Anyway, this is him a couple months ago, just shy of 36in:






Sitting at his tile eating dinner. He looked like he was sitting at a little table to me >.<





Relaxing in the pool (new pool, no chlorine added yet)





His little teeth have started to come in =)





Enjoying the grass by the beach on our trip to San Diego:





Impatient for me to get his bath started:





Video of him enjoying the end of a shower:




So there's some pics and updates on my darling little monster. Hope you enjoyed!


----------



## Logie_Bear (Sep 11, 2012)

Those are all way too cute. 
Do you use a cat or ferret harness?


----------



## AP27 (Sep 11, 2012)

Thanks =) 
I use a ferret harness but I'm on the largest adjustment possible for it now and it's getting a little small, so I'll be switching to a cat harness soon.


----------



## frost (Sep 11, 2012)

when was he born?


----------



## AP27 (Sep 11, 2012)

June 2011.


----------



## frost (Sep 11, 2012)

he seems like hes a bit bigger than my extreme..


----------



## kim86 (Sep 11, 2012)

Love the shower video. How and when do you introduce your tegu to showers? Do they usually freak out at first?


----------



## AP27 (Sep 11, 2012)

They all grow at different rates. Don't let it discourage you


----------



## frost (Sep 12, 2012)

yeah thats what i figured. was just worried that i might have done something wrong.


----------



## AP27 (Sep 12, 2012)

kim86 said:


> Love the shower video. How and when do you introduce your tegu to showers? Do they usually freak out at first?

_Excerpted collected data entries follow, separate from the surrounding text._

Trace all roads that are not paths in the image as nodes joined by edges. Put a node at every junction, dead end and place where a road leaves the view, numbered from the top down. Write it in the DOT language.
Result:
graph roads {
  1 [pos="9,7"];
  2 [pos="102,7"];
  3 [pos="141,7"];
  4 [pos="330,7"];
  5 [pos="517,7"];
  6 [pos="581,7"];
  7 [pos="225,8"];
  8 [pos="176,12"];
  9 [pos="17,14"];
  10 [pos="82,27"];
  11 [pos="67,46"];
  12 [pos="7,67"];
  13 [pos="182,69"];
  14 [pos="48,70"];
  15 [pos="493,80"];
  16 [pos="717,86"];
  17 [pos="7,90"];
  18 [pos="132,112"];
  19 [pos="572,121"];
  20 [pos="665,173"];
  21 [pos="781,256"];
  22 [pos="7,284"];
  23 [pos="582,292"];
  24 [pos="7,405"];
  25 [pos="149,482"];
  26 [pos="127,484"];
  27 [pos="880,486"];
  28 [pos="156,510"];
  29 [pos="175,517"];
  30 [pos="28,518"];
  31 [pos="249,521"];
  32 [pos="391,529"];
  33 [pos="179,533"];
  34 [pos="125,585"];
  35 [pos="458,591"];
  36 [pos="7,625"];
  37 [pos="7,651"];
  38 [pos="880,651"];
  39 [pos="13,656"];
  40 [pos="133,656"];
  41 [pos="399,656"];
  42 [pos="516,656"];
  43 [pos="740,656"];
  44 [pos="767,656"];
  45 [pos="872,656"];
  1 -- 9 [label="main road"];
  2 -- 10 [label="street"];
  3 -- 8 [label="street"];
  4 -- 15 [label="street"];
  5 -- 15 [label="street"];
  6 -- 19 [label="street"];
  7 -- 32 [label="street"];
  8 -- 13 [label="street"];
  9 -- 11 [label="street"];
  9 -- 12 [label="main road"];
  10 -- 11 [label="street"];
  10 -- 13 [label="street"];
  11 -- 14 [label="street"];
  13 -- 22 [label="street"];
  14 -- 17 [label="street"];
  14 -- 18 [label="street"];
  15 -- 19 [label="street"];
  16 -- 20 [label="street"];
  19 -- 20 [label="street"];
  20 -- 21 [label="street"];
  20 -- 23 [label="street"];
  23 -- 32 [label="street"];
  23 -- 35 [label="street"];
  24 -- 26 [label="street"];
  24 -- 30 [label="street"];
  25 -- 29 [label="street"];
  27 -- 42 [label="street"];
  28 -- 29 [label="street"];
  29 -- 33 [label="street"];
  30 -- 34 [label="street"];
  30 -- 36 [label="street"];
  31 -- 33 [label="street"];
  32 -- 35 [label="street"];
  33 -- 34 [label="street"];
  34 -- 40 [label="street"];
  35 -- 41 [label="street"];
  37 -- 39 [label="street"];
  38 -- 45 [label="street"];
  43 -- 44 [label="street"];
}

Well I had heard of someone else trying it with their tegu and it enjoying it, so I figured I'd try it with mine. The first time I did he wasn't sure what to think and tried to climb my legs to get out. So I just left it alone for awhile then a few months later thought i'd try again since he had become calmer and more confident. He doesn't really like it of the shower head is pointing straight down, but if I put it on a lighter setting and angle it out more he loves it. He'll position himself under it and relax for a bit, then change position and relax some more. I wonder if it feels something like a massage to him lol


----------



## TeguBuzz (Sep 12, 2012)

Odin's looking huge and great, keep it up!


----------



## elmo (Jan 2, 2013)

i shower wit my tegu twice a week, she loves the shower spray. the 1st time i put her in she was scared and just layed on my feet... now she runs into the spray and gets mad when i try to take a turn under the water lol last week she learned she could lay on the drain and clog it wit her fat belly, all the warm water floods around her... she loves it! after the slower i leave a few inches of water and she sleeps till im ready to get her out.


----------



## chitodadon (Jan 2, 2013)

Godzilla loves the bath but when he done he goes crazy to get out I cant even grab him lol

from Samsung Galaxy S3


----------



## Lynda (Jan 3, 2013)

Love to see Odin updates...he seems so full of personality!


----------